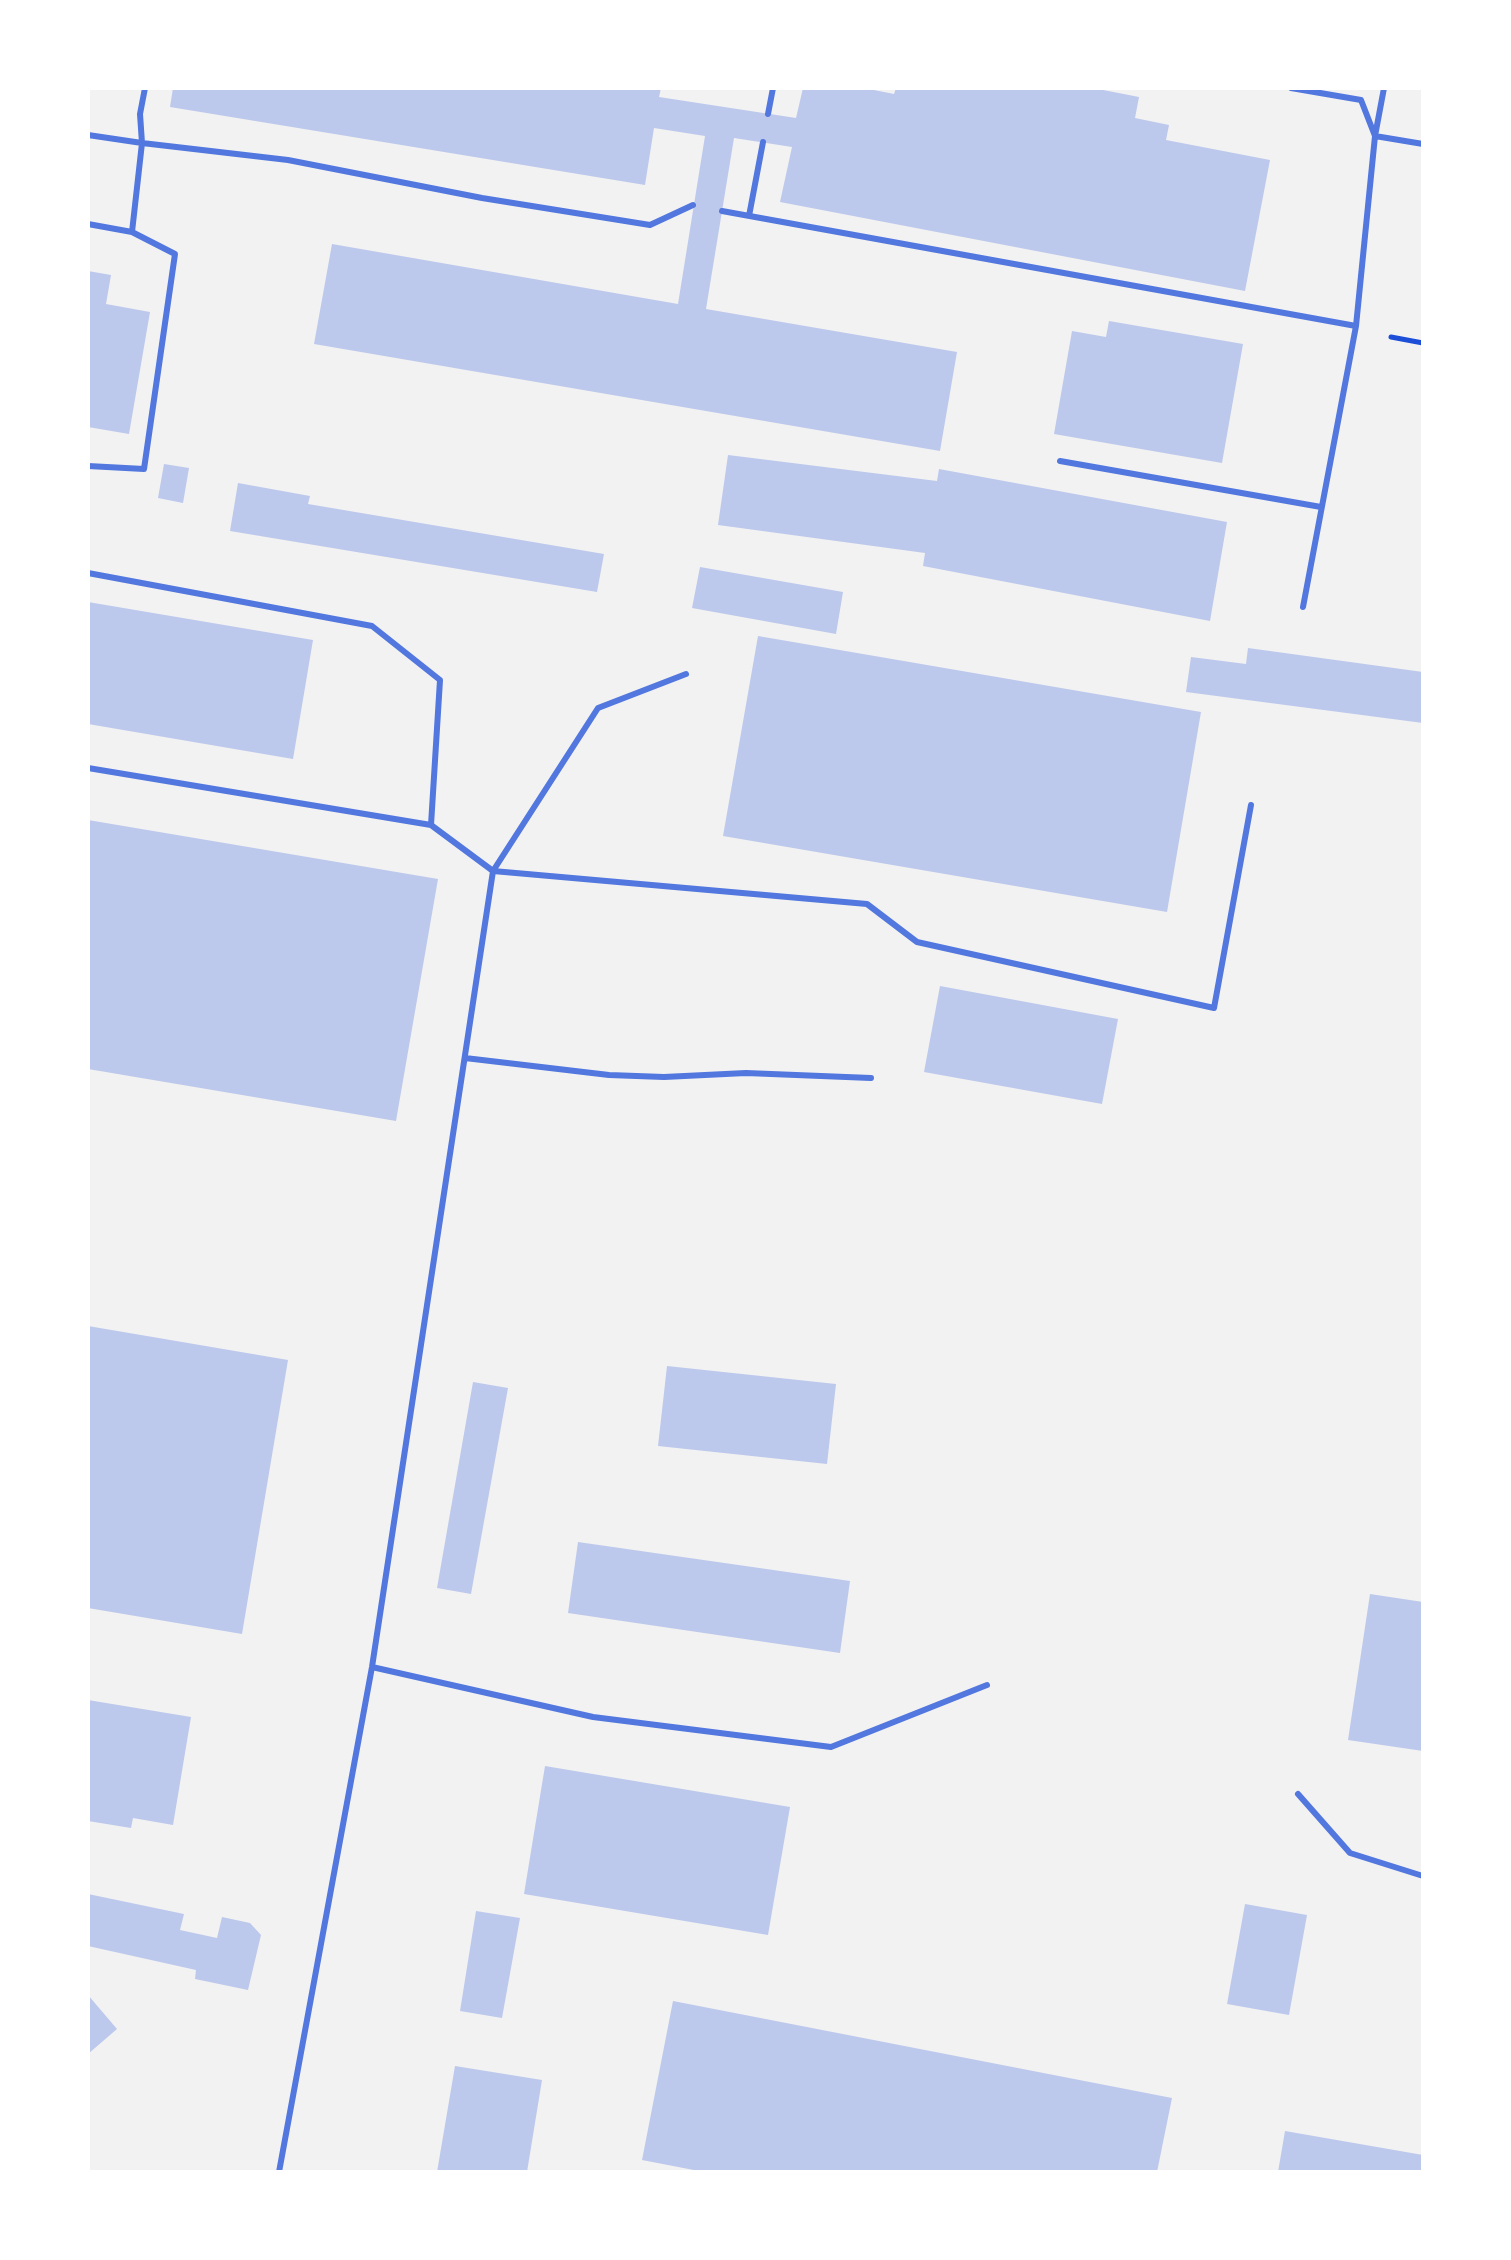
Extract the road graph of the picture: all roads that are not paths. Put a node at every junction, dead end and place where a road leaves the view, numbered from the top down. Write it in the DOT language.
graph roads {
  1 [pos="145,88"];
  2 [pos="773,88"];
  3 [pos="1291,88"];
  4 [pos="1384,88"];
  5 [pos="768,114"];
  6 [pos="88,135"];
  7 [pos="1375,136"];
  8 [pos="763,142"];
  9 [pos="142,143"];
  10 [pos="1423,144"];
  11 [pos="693,205"];
  12 [pos="722,211"];
  13 [pos="749,216"];
  14 [pos="88,224"];
  15 [pos="132,232"];
  16 [pos="1356,326"];
  17 [pos="1060,461"];
  18 [pos="88,466"];
  19 [pos="1321,507"];
  20 [pos="88,573"];
  21 [pos="1303,607"];
  22 [pos="686,674"];
  23 [pos="88,768"];
  24 [pos="1251,805"];
  25 [pos="431,825"];
  26 [pos="493,871"];
  27 [pos="465,1058"];
  28 [pos="871,1078"];
  29 [pos="372,1667"];
  30 [pos="987,1685"];
  31 [pos="1298,1794"];
  32 [pos="1423,1876"];
  33 [pos="279,2172"];
  1 -- 9 [label="lane"];
  2 -- 5 [label="lane"];
  3 -- 7 [label="lane"];
  4 -- 7 [label="lane"];
  6 -- 9 [label="lane"];
  7 -- 10 [label="lane"];
  7 -- 16 [label="lane"];
  8 -- 13 [label="lane"];
  9 -- 11 [label="lane"];
  9 -- 15 [label="lane"];
  12 -- 13 [label="lane"];
  13 -- 16 [label="lane"];
  14 -- 15 [label="lane"];
  15 -- 18 [label="lane"];
  16 -- 19 [label="lane"];
  17 -- 19 [label="lane"];
  19 -- 21 [label="lane"];
  20 -- 25 [label="lane"];
  22 -- 26 [label="lane"];
  23 -- 25 [label="lane"];
  24 -- 26 [label="lane"];
  25 -- 26 [label="lane"];
  26 -- 27 [label="lane"];
  27 -- 28 [label="lane"];
  27 -- 29 [label="lane"];
  29 -- 30 [label="lane"];
  29 -- 33 [label="lane"];
  31 -- 32 [label="lane"];
}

- [Task details]: Copy out every line from the data above that has "roads" in it.

- [Expected output]:
Extract the road graph of the picture: all roads that are not paths. Put a node at every junction, dead end and place where a road leaves the view, numbered from the top down. Write it in the DOT language.
graph roads {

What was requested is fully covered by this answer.